§ **Task input**
-----

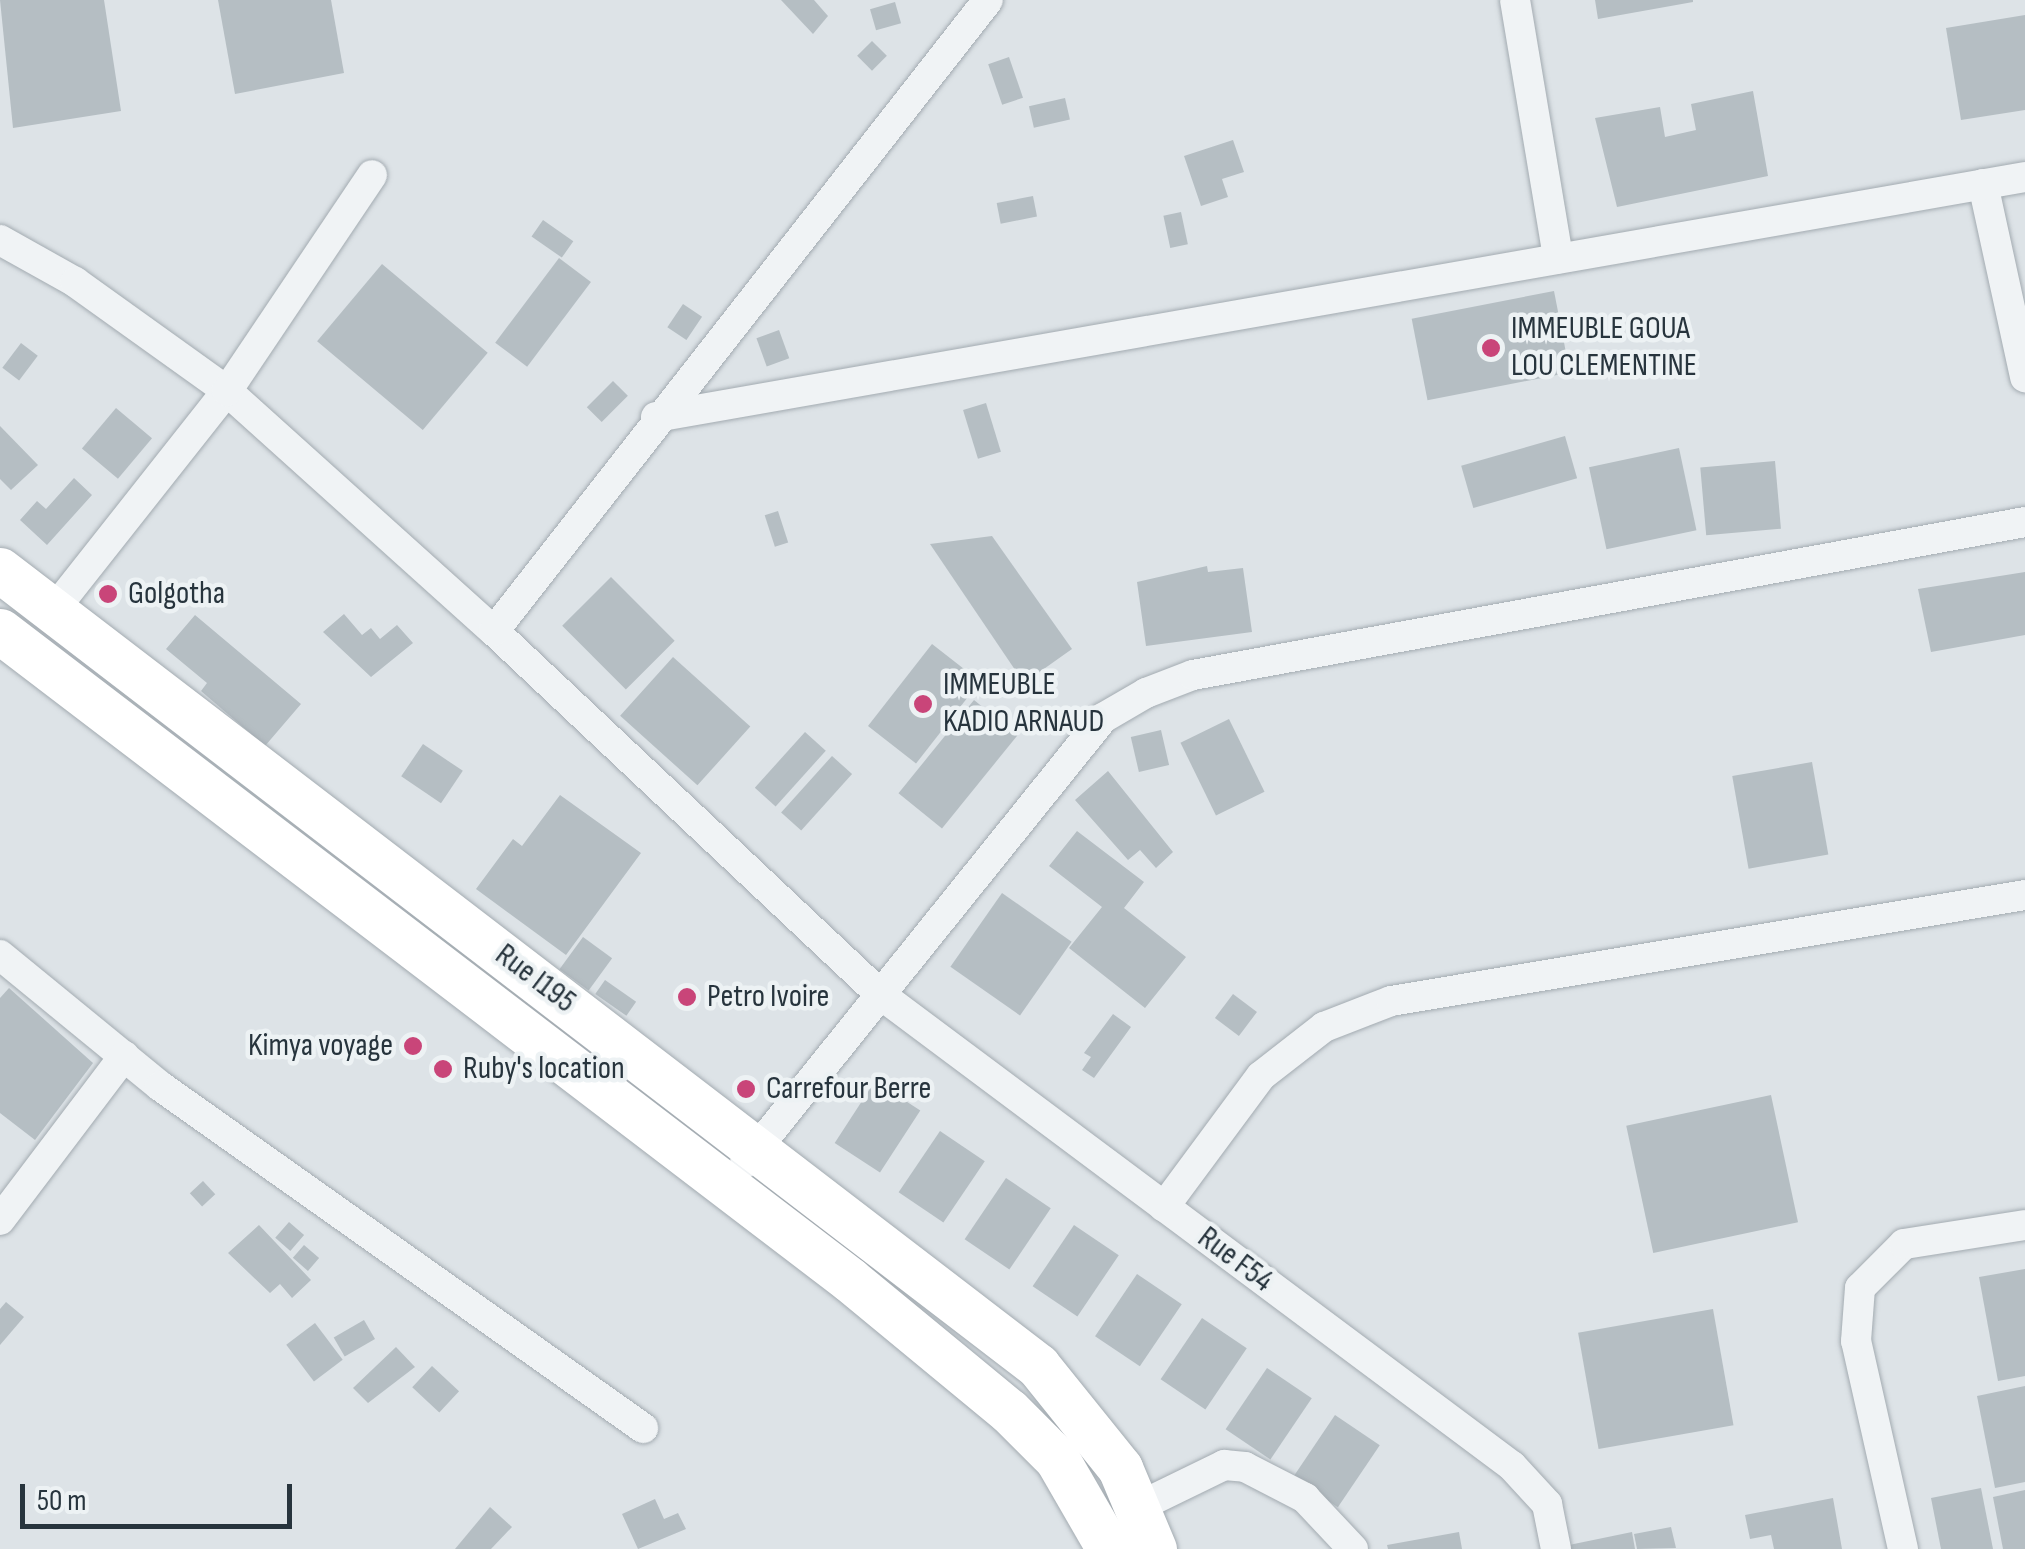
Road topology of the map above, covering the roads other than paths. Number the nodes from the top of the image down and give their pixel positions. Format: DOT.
graph roads {
  1 [pos="988,0"];
  2 [pos="1516,0"];
  3 [pos="372,175"];
  4 [pos="2025,176"];
  5 [pos="1983,184"];
  6 [pos="0,240"];
  7 [pos="1558,258"];
  8 [pos="2025,377"];
  9 [pos="227,391"];
  10 [pos="656,417"];
  11 [pos="2025,522"];
  12 [pos="0,570"];
  13 [pos="53,611"];
  14 [pos="494,630"];
  15 [pos="6,648"];
  16 [pos="2025,895"];
  17 [pos="0,955"];
  18 [pos="880,994"];
  19 [pos="124,1056"];
  20 [pos="756,1147"];
  21 [pos="727,1189"];
  22 [pos="1164,1206"];
  23 [pos="0,1220"];
  24 [pos="2025,1225"];
  25 [pos="643,1428"];
  26 [pos="1138,1507"];
  27 [pos="1109,1549"];
  28 [pos="1154,1549"];
  29 [pos="1353,1549"];
  30 [pos="1556,1549"];
  31 [pos="1902,1549"];
  1 -- 10 [label="street"];
  2 -- 7 [label="street"];
  3 -- 9 [label="street"];
  4 -- 5 [label="street"];
  5 -- 7 [label="street"];
  5 -- 8 [label="street"];
  6 -- 9 [label="street, Rue F54"];
  7 -- 10 [label="street"];
  9 -- 13 [label="street"];
  9 -- 14 [label="street, Rue F54"];
  10 -- 14 [label="street"];
  11 -- 18 [label="street"];
  12 -- 13 [label="main road, Rue I195"];
  13 -- 20 [label="main road, Rue I195"];
  14 -- 18 [label="street, Rue F54"];
  15 -- 21 [label="main road, Rue I195"];
  16 -- 22 [label="street"];
  17 -- 19 [label="street"];
  18 -- 20 [label="street"];
  18 -- 22 [label="street, Rue F54"];
  19 -- 23 [label="street"];
  19 -- 25 [label="street"];
  20 -- 21 [label="street"];
  20 -- 26 [label="main road, Rue I195"];
  21 -- 27 [label="main road, Rue I195"];
  22 -- 30 [label="street, Rue F54"];
  24 -- 31 [label="street"];
  26 -- 28 [label="main road, Rue I195"];
  26 -- 29 [label="street"];
}
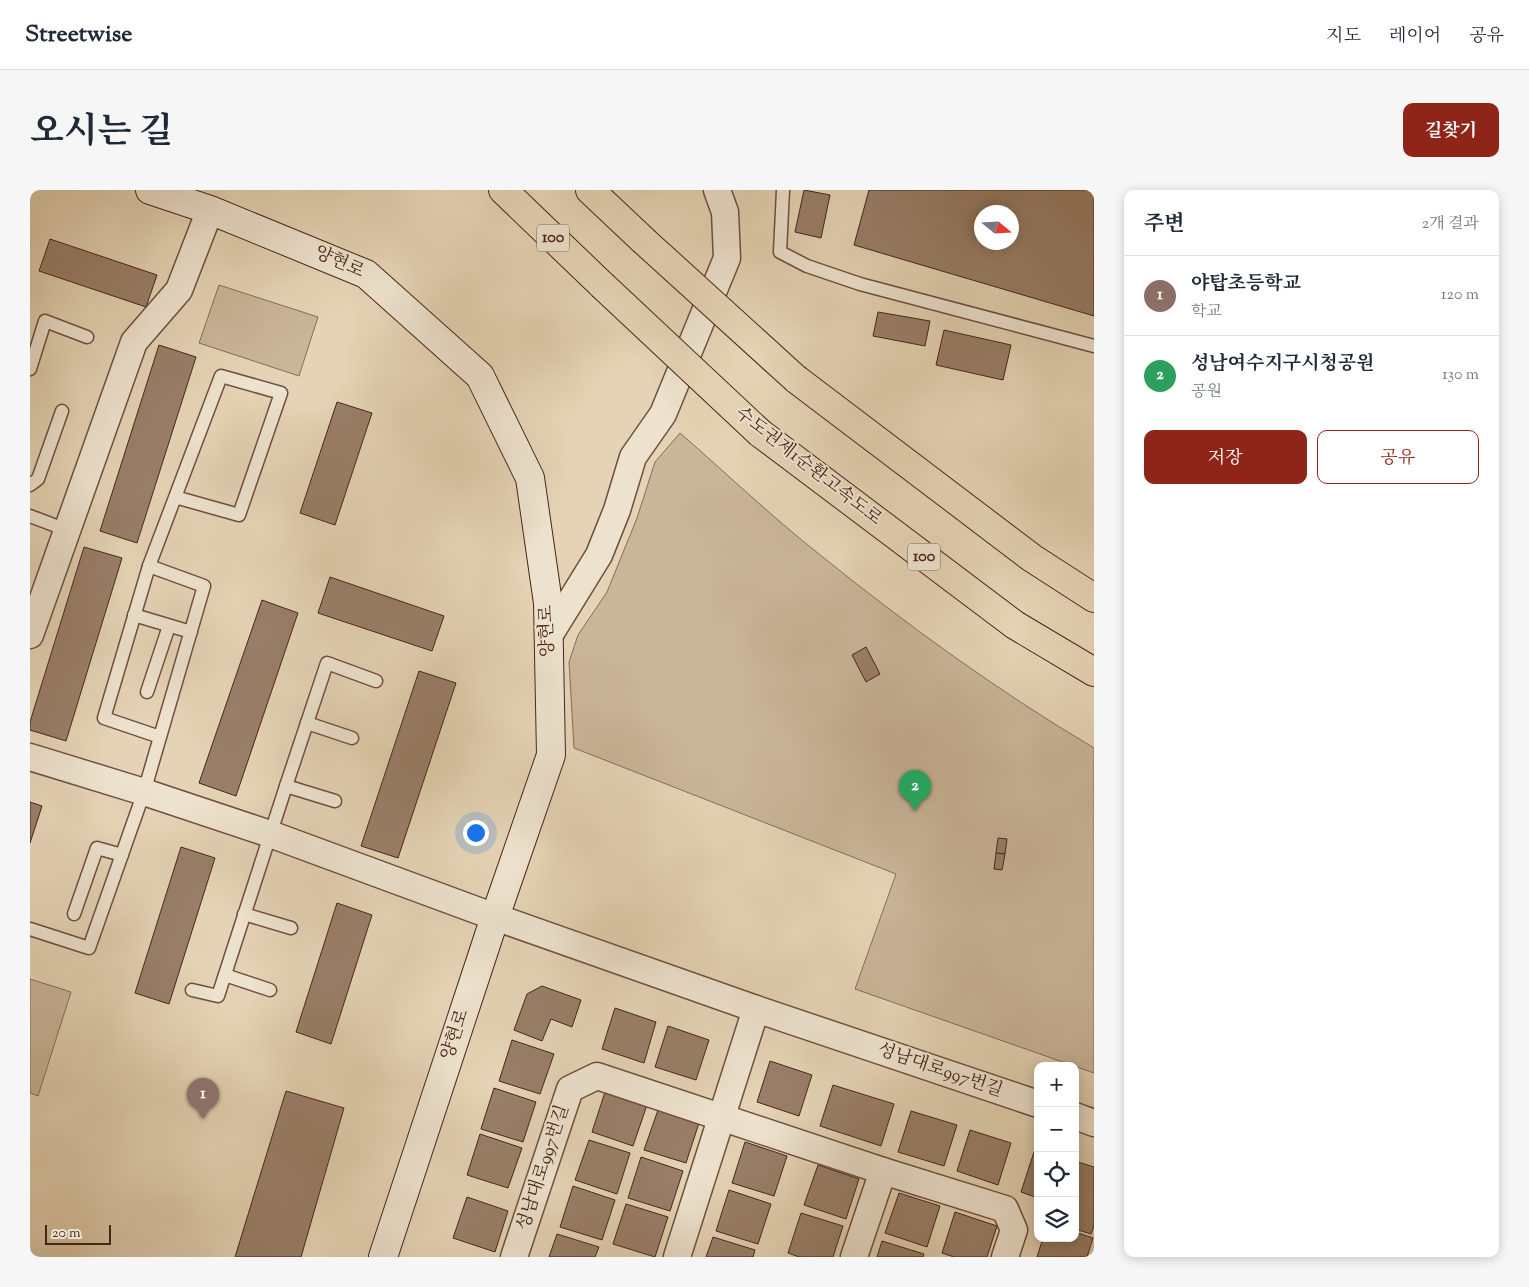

-----

§ **Brief**
Although the records contain pictures, the output must hold only their exact wording.

§ **Response**
Road topology of the map above, covering the roads other than paths. Number the nodes from the top of the image down and give their pixel positions. Format: DOT.
graph roads {
  1 [pos="988,0"];
  2 [pos="1516,0"];
  3 [pos="372,175"];
  4 [pos="2025,176"];
  5 [pos="1983,184"];
  6 [pos="0,240"];
  7 [pos="1558,258"];
  8 [pos="2025,377"];
  9 [pos="227,391"];
  10 [pos="656,417"];
  11 [pos="2025,522"];
  12 [pos="0,570"];
  13 [pos="53,611"];
  14 [pos="494,630"];
  15 [pos="6,648"];
  16 [pos="2025,895"];
  17 [pos="0,955"];
  18 [pos="880,994"];
  19 [pos="124,1056"];
  20 [pos="756,1147"];
  21 [pos="727,1189"];
  22 [pos="1164,1206"];
  23 [pos="0,1220"];
  24 [pos="2025,1225"];
  25 [pos="643,1428"];
  26 [pos="1138,1507"];
  27 [pos="1109,1549"];
  28 [pos="1154,1549"];
  29 [pos="1353,1549"];
  30 [pos="1556,1549"];
  31 [pos="1902,1549"];
  1 -- 10 [label="street"];
  2 -- 7 [label="street"];
  3 -- 9 [label="street"];
  4 -- 5 [label="street"];
  5 -- 7 [label="street"];
  5 -- 8 [label="street"];
  6 -- 9 [label="street, Rue F54"];
  7 -- 10 [label="street"];
  9 -- 13 [label="street"];
  9 -- 14 [label="street, Rue F54"];
  10 -- 14 [label="street"];
  11 -- 18 [label="street"];
  12 -- 13 [label="main road, Rue I195"];
  13 -- 20 [label="main road, Rue I195"];
  14 -- 18 [label="street, Rue F54"];
  15 -- 21 [label="main road, Rue I195"];
  16 -- 22 [label="street"];
  17 -- 19 [label="street"];
  18 -- 20 [label="street"];
  18 -- 22 [label="street, Rue F54"];
  19 -- 23 [label="street"];
  19 -- 25 [label="street"];
  20 -- 21 [label="street"];
  20 -- 26 [label="main road, Rue I195"];
  21 -- 27 [label="main road, Rue I195"];
  22 -- 30 [label="street, Rue F54"];
  24 -- 31 [label="street"];
  26 -- 28 [label="main road, Rue I195"];
  26 -- 29 [label="street"];
}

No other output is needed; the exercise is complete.